Records for the exercise START

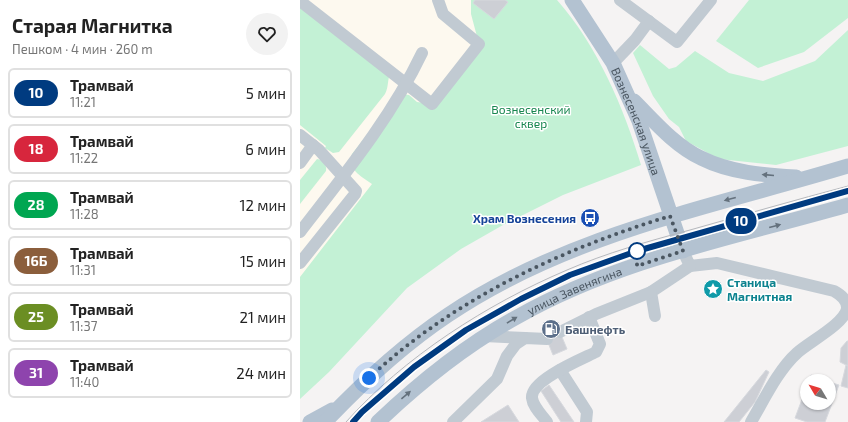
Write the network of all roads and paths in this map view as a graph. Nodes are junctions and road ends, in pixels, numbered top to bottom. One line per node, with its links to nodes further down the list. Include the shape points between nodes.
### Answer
1 (438, 0): 9 (street, via 443,14 479,45 433,104)
2 (620, 0): 6 (street)
3 (711, 0): 6 (street, via 677,42)
4 (300, 1): 9 (street)
5 (577, 2): 8 (main road, Вознесенская улица)
6 (649, 21): 8 (street, via 635,40)
7 (422, 53): 9 (street)
8 (612, 63): 10 (main road, Вознесенская улица)
9 (407, 85): 15 (street)
10 (628, 95): 16 (main road, one-way to 10, via 742,172 700,158 675,140); 18 (main road, Вознесенская улица)
11 (300, 135): 12 (street)
12 (313, 145): 13 (street); 15 (street)
13 (300, 162)
14 (848, 166): 16 (main road)
15 (342, 177): 19 (street); 21 (street, via 355,187 356,193)
16 (807, 178): 18 (main road, one-way to 18)
17 (848, 205): 20 (main road, улица Завенягина, one-way to 17)
18 (670, 216): 20 (main road, Вознесенская улица); 31 (main road, via 592,243 522,273 490,290 448,315 408,345)
19 (300, 232)
20 (683, 251): 22 (street); 27 (main road, улица Завенягина, one-way to 20, via 518,316 594,281)
21 (300, 263)
22 (690, 266): 23 (street); 38 (street, via 718,263 838,293 847,302 848,308 841,320 791,359)
23 (651, 292): 24 (street); 25 (street)
24 (655, 316)
25 (589, 317): 26 (street); 30 (street, via 600,344 599,348 596,352)
26 (560, 332)
27 (484, 336): 28 (street); 34 (main road, улица Завенягина, one-way to 27, via 436,371)
28 (525, 338): 29 (street); 35 (street, via 516,344 507,356 497,378)
29 (547, 339)
30 (560, 370): 36 (street, via 533,390 534,404); 37 (street, via 587,412)
31 (340, 406): 32 (main road); 33 (main road)
32 (310, 422)
33 (325, 422)
34 (378, 422)
35 (453, 422)
36 (547, 422)
37 (586, 422)
38 (751, 422)

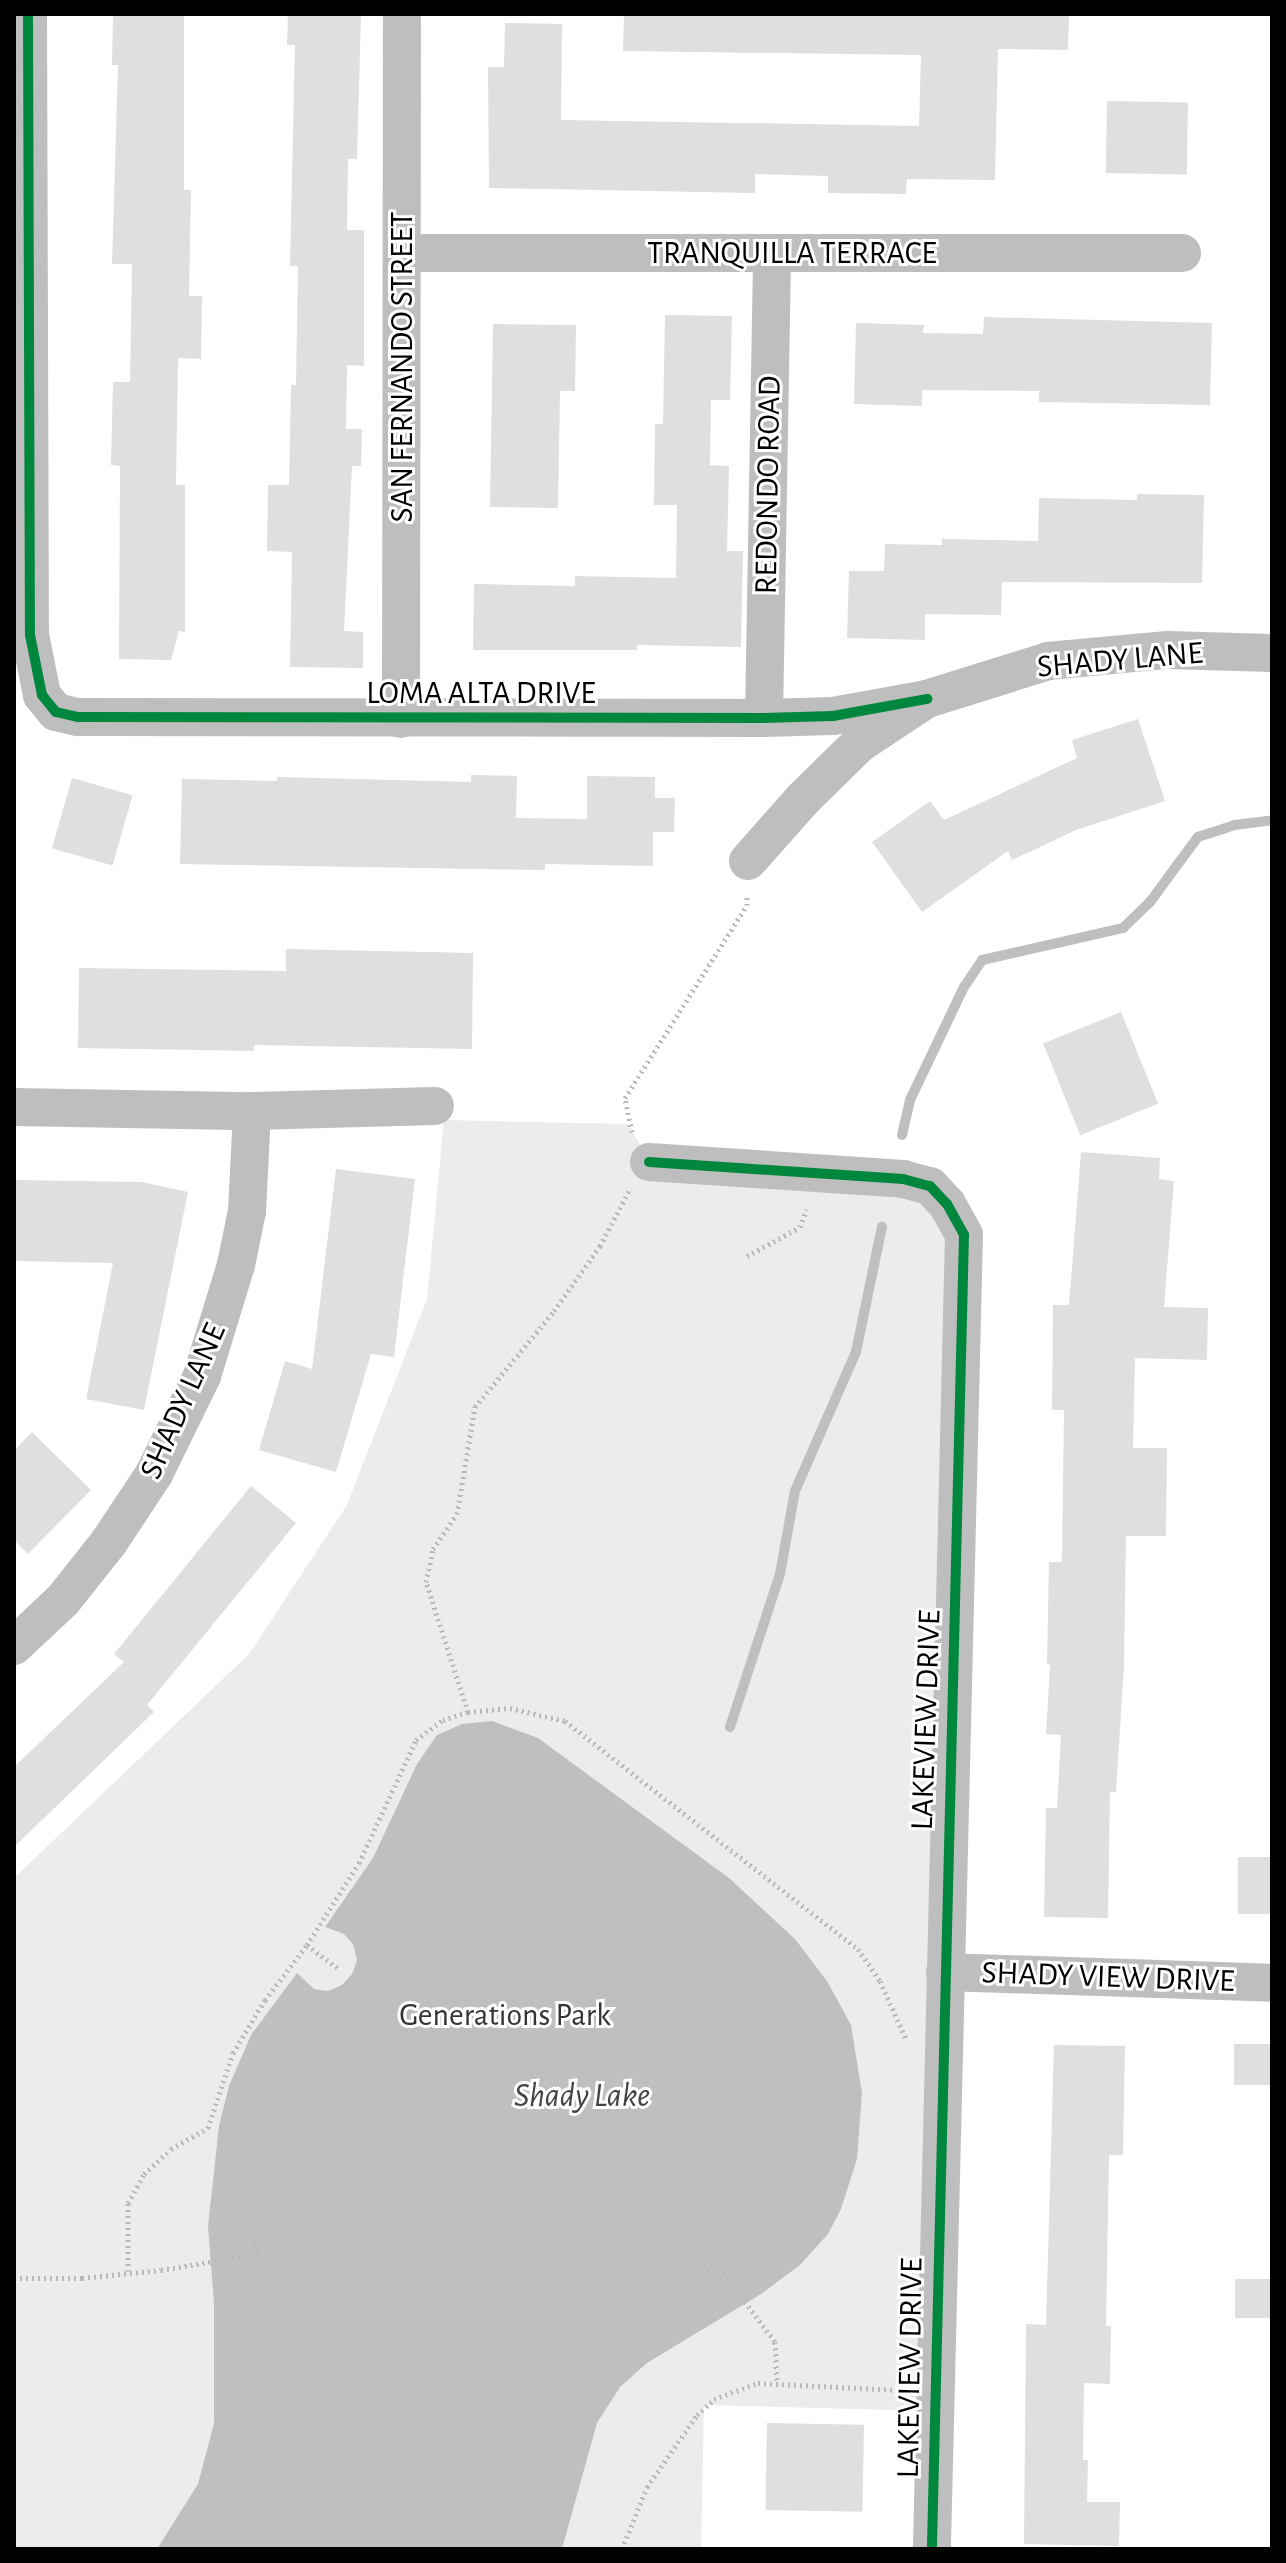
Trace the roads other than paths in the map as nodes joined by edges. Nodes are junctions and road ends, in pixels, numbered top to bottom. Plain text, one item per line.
1 (28, 14) edge
2 (402, 14) edge
3 (402, 253) junction
4 (772, 253) junction
5 (1182, 253) dead end
6 (1272, 653) edge
7 (927, 699) junction
8 (764, 718) junction
9 (401, 719) junction
10 (748, 861) road end
11 (435, 1106) dead end
12 (14, 1107) edge
13 (252, 1111) junction
14 (649, 1162) road end
15 (14, 1646) edge
16 (945, 1972) junction
17 (1272, 1983) edge
18 (932, 2549) edge

1 - 9 street, LOMA ALTA DRIVE
2 - 3 street, SAN FERNANDO STREET
3 - 4 street, TRANQUILLA TERRACE
3 - 9 street, SAN FERNANDO STREET
4 - 5 street, TRANQUILLA TERRACE
4 - 8 street, REDONDO ROAD
6 - 7 street, SHADY LANE
7 - 8 street, LOMA ALTA DRIVE
7 - 10 street, SHADY LANE
8 - 9 street, LOMA ALTA DRIVE
11 - 13 street
12 - 13 street
13 - 15 street, SHADY LANE
14 - 16 street, LAKEVIEW DRIVE
16 - 17 street, SHADY VIEW DRIVE
16 - 18 street, LAKEVIEW DRIVE

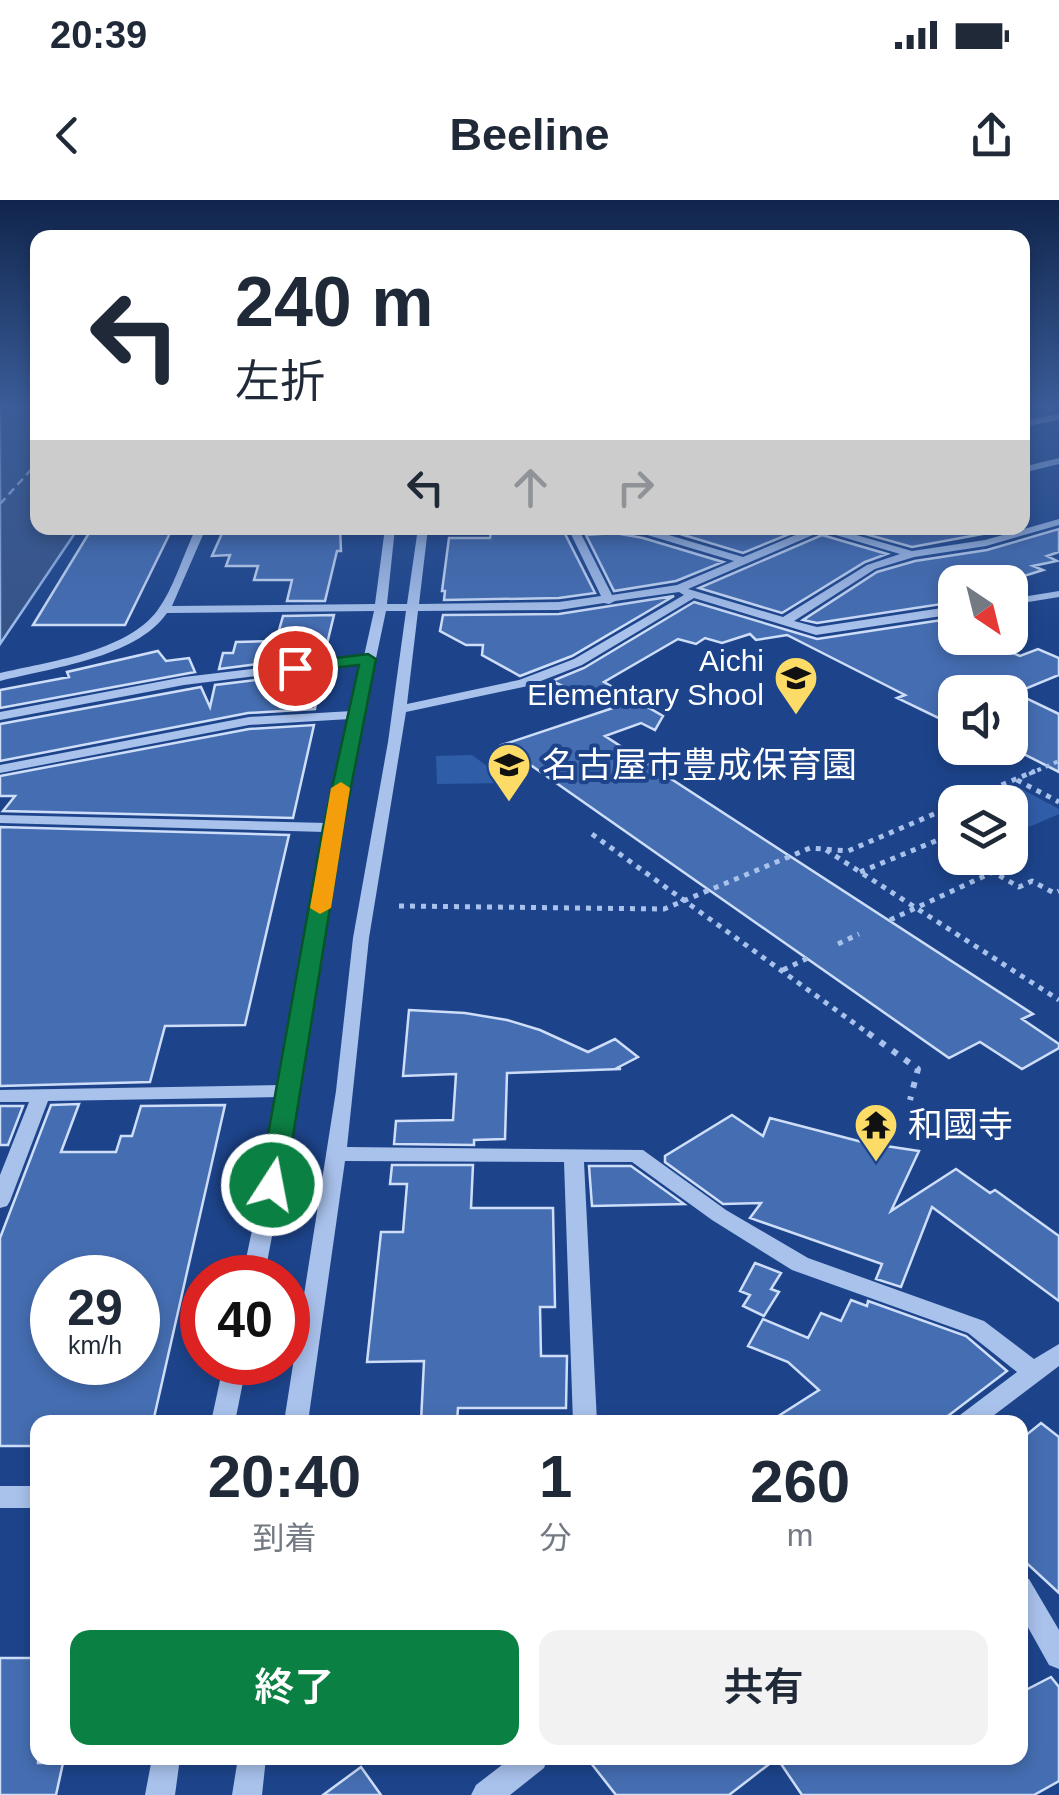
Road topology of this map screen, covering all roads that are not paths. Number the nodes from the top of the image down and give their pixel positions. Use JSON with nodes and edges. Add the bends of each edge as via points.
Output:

Records for the exercise END

→ Work item
Set down the records precisely as they appear. Any picture stays out.

→ Exercise output
Write the network of all roads and paths in this map view as a graph. Nodes are junctions and road ends, in pixels, numbered top to bottom. One line per node, with its links to nodes further down the list. Include the shape points between nodes.
### Answer
1 (438, 0): 9 (street, via 443,14 479,45 433,104)
2 (620, 0): 6 (street)
3 (711, 0): 6 (street, via 677,42)
4 (300, 1): 9 (street)
5 (577, 2): 8 (main road, Вознесенская улица)
6 (649, 21): 8 (street, via 635,40)
7 (422, 53): 9 (street)
8 (612, 63): 10 (main road, Вознесенская улица)
9 (407, 85): 15 (street)
10 (628, 95): 16 (main road, one-way to 10, via 742,172 700,158 675,140); 18 (main road, Вознесенская улица)
11 (300, 135): 12 (street)
12 (313, 145): 13 (street); 15 (street)
13 (300, 162)
14 (848, 166): 16 (main road)
15 (342, 177): 19 (street); 21 (street, via 355,187 356,193)
16 (807, 178): 18 (main road, one-way to 18)
17 (848, 205): 20 (main road, улица Завенягина, one-way to 17)
18 (670, 216): 20 (main road, Вознесенская улица); 31 (main road, via 592,243 522,273 490,290 448,315 408,345)
19 (300, 232)
20 (683, 251): 22 (street); 27 (main road, улица Завенягина, one-way to 20, via 518,316 594,281)
21 (300, 263)
22 (690, 266): 23 (street); 38 (street, via 718,263 838,293 847,302 848,308 841,320 791,359)
23 (651, 292): 24 (street); 25 (street)
24 (655, 316)
25 (589, 317): 26 (street); 30 (street, via 600,344 599,348 596,352)
26 (560, 332)
27 (484, 336): 28 (street); 34 (main road, улица Завенягина, one-way to 27, via 436,371)
28 (525, 338): 29 (street); 35 (street, via 516,344 507,356 497,378)
29 (547, 339)
30 (560, 370): 36 (street, via 533,390 534,404); 37 (street, via 587,412)
31 (340, 406): 32 (main road); 33 (main road)
32 (310, 422)
33 (325, 422)
34 (378, 422)
35 (453, 422)
36 (547, 422)
37 (586, 422)
38 (751, 422)

Trace the roads other than paths in the map as nodes joined by edges. Nodes are junctions and road ends, in pixels, numbered top to bottom. Plain text, one item per line.
1 (28, 14) edge
2 (402, 14) edge
3 (402, 253) junction
4 (772, 253) junction
5 (1182, 253) dead end
6 (1272, 653) edge
7 (927, 699) junction
8 (764, 718) junction
9 (401, 719) junction
10 (748, 861) road end
11 (435, 1106) dead end
12 (14, 1107) edge
13 (252, 1111) junction
14 (649, 1162) road end
15 (14, 1646) edge
16 (945, 1972) junction
17 (1272, 1983) edge
18 (932, 2549) edge

1 - 9 street, LOMA ALTA DRIVE
2 - 3 street, SAN FERNANDO STREET
3 - 4 street, TRANQUILLA TERRACE
3 - 9 street, SAN FERNANDO STREET
4 - 5 street, TRANQUILLA TERRACE
4 - 8 street, REDONDO ROAD
6 - 7 street, SHADY LANE
7 - 8 street, LOMA ALTA DRIVE
7 - 10 street, SHADY LANE
8 - 9 street, LOMA ALTA DRIVE
11 - 13 street
12 - 13 street
13 - 15 street, SHADY LANE
14 - 16 street, LAKEVIEW DRIVE
16 - 17 street, SHADY VIEW DRIVE
16 - 18 street, LAKEVIEW DRIVE

Road topology of this map screen, covering all roads that are not paths. Number the nodes from the top of the image down and give their pixel positions. Use JSON with nodes and edges. Add the bends of each edge as via points.
Output:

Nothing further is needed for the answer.